Why do I choose the Empire “Tradition Plus” plan instead of a comprehensive HMO-type plan that covers physician fees, prescriptions, etc.? Because, unlike other states, New York already mandates two things that the current federal health-care reform will mandate. The first mandate prohibits insurers from denying coverage because of a pre-existing medical condition. The second mandate prohibits insurers from denying coverage, or determining prices, based on age. The result is that HMO plans in the state are now very expensive. The price of Empire’s basic, least expensive HMO plan is more than $13,000 a year for an individual, more than $26,000 a year for a married couple, and more than $39,000 a year for a family with children.
Barack Obama and Nancy Pelosi, however, know what’s good for us—certainly much better than some stupid taxpayer. Why if Heinze was in charge of the country, he probably wouldn’t even screw up the protocol when meeting the Emperor of Japan. And here he is, thinking that a cheap insurance policy is adequate. Sheesh.
It’s been said that our federalist system creates 50 laboratories in which to test out different policies before national policy is written. That’s a great idea but it only works if you decide to avoid those experiment that set the laboratory on fire. Romneycare is a catastrophe. New York is a catastrophe. Oregon has people dying because the State-Run Health Care system won't allow them to have the care they would have in most other states. Every state that has issued coverage mandates has found that it only makes insurance more expensive and drives medical costs up.
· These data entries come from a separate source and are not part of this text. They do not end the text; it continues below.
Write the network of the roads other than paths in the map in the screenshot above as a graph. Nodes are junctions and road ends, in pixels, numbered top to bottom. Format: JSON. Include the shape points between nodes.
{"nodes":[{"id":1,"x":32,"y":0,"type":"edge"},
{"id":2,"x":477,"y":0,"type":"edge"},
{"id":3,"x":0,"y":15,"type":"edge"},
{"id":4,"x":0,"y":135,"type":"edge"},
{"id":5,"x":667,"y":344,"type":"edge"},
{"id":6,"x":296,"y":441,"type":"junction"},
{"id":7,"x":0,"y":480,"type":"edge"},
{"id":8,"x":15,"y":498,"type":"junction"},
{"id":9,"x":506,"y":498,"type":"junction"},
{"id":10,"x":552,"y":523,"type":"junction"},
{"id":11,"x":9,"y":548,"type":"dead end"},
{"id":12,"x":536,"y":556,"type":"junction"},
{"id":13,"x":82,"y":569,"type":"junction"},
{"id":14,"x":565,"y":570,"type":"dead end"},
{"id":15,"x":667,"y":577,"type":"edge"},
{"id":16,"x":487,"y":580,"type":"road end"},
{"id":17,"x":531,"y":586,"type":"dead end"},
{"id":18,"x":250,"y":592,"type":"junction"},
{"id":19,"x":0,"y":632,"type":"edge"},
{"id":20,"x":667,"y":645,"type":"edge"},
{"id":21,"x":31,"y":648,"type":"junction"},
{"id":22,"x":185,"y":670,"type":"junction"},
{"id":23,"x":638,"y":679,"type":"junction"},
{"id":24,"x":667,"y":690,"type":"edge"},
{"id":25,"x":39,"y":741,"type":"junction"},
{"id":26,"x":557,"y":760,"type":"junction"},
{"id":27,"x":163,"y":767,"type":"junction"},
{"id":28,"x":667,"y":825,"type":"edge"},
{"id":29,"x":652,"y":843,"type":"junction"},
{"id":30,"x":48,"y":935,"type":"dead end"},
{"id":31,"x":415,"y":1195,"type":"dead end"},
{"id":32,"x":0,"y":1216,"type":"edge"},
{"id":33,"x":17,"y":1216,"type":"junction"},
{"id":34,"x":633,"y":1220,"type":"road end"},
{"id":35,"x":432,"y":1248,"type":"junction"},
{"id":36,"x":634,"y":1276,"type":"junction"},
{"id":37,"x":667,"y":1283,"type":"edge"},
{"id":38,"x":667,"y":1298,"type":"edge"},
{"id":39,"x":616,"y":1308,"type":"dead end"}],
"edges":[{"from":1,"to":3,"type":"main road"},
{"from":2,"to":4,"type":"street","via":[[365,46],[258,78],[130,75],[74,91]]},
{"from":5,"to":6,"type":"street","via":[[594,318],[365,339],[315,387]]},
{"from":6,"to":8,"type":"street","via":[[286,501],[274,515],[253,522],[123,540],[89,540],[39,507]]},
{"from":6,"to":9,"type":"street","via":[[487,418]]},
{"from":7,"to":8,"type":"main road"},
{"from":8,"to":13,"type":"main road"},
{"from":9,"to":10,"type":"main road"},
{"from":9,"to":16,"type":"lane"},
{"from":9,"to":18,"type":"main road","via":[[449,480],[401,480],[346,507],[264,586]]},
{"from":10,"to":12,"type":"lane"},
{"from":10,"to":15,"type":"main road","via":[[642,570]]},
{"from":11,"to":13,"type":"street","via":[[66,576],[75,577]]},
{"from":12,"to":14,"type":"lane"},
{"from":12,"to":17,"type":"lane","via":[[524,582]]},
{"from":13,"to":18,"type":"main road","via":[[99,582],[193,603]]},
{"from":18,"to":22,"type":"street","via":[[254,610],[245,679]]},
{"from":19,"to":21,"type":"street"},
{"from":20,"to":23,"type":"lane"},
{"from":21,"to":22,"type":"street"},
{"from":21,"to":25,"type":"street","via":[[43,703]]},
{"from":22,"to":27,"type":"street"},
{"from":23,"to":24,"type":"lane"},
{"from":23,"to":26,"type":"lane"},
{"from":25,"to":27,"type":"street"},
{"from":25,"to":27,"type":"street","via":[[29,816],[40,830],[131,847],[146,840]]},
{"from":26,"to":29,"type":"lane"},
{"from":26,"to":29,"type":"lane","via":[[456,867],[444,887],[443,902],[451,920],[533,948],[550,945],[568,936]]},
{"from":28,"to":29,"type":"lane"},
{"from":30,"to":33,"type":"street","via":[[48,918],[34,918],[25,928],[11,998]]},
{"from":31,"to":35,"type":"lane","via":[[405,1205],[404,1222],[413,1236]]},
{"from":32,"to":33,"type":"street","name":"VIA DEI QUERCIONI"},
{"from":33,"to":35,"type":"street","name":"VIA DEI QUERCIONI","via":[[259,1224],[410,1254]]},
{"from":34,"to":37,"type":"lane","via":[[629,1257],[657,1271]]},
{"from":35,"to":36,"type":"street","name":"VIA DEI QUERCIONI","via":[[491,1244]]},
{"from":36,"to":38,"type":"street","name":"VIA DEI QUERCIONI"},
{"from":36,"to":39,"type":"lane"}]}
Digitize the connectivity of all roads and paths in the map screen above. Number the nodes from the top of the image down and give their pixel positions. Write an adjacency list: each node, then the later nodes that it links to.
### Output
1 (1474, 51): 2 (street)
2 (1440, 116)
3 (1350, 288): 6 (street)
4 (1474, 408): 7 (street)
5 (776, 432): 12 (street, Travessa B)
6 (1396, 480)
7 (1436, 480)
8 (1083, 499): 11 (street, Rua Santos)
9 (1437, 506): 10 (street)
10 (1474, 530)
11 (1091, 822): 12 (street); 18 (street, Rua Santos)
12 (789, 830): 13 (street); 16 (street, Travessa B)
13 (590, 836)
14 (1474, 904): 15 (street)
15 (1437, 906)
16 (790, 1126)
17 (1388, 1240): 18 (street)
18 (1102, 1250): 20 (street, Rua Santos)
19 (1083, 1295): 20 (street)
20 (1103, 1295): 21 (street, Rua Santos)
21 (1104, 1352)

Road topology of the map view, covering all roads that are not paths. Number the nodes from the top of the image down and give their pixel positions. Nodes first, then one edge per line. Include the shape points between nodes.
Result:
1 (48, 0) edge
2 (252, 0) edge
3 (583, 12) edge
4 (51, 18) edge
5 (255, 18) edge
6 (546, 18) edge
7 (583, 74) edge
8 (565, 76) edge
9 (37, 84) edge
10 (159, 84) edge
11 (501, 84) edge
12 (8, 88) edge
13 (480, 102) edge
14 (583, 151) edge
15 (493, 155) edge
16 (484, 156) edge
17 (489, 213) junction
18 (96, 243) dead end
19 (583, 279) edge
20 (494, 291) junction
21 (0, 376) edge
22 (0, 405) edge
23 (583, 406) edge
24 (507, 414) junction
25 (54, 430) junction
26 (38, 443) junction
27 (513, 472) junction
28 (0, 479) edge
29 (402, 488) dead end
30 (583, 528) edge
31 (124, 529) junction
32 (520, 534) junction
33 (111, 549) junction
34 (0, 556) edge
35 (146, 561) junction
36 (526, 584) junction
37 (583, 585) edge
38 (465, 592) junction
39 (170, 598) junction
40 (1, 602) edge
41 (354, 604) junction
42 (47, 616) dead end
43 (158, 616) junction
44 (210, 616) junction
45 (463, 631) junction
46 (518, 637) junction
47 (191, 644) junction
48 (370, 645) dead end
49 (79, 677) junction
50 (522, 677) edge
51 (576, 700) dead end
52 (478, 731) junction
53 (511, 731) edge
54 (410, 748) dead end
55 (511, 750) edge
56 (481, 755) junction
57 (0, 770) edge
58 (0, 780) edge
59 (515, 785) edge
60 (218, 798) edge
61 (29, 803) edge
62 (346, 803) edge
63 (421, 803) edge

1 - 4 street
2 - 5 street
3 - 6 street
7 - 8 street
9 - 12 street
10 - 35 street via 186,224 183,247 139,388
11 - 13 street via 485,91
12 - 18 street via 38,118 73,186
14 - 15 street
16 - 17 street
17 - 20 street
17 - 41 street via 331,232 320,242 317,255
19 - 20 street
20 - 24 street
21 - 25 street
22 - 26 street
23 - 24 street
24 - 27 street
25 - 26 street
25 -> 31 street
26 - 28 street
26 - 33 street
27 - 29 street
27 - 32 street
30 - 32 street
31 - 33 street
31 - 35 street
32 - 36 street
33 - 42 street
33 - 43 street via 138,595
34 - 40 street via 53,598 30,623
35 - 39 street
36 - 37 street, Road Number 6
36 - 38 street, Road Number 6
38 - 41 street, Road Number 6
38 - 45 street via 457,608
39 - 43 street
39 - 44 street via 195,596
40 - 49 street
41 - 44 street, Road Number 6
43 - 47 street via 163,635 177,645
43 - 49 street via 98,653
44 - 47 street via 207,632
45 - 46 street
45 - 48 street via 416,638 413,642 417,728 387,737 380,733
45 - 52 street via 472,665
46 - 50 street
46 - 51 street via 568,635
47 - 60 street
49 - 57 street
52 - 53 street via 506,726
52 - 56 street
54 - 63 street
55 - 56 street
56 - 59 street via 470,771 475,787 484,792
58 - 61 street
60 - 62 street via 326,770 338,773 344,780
But here we have the Democratic party watching their liberal laboratories go up in flames and insisting that we just need a bigger lab. And maybe some more kerosene.
Can there really be much doubt that their intention is to make the insurance market so bad that the American people demand socialized medicine? I mean, we’re practically getting that anyway, with all the anti-choice garbage included in the current healthcare bill iteration.
The really stupid parties in all this are the dim-bulb insurance companies. They love this bill because, as Heinze notes, it will force everyone to not only buy insurance, but buy expensive insurance. However, like the Democrats they so love, the insurance companies don’t understand that the money for these policies is not going to appear out of the ether. Millions of Americans are going to forgo buying insurance until they are sick, preferring the small fines to the big premiums. That will not only bankrupt the insurers, it will lead inevitable to their abolition.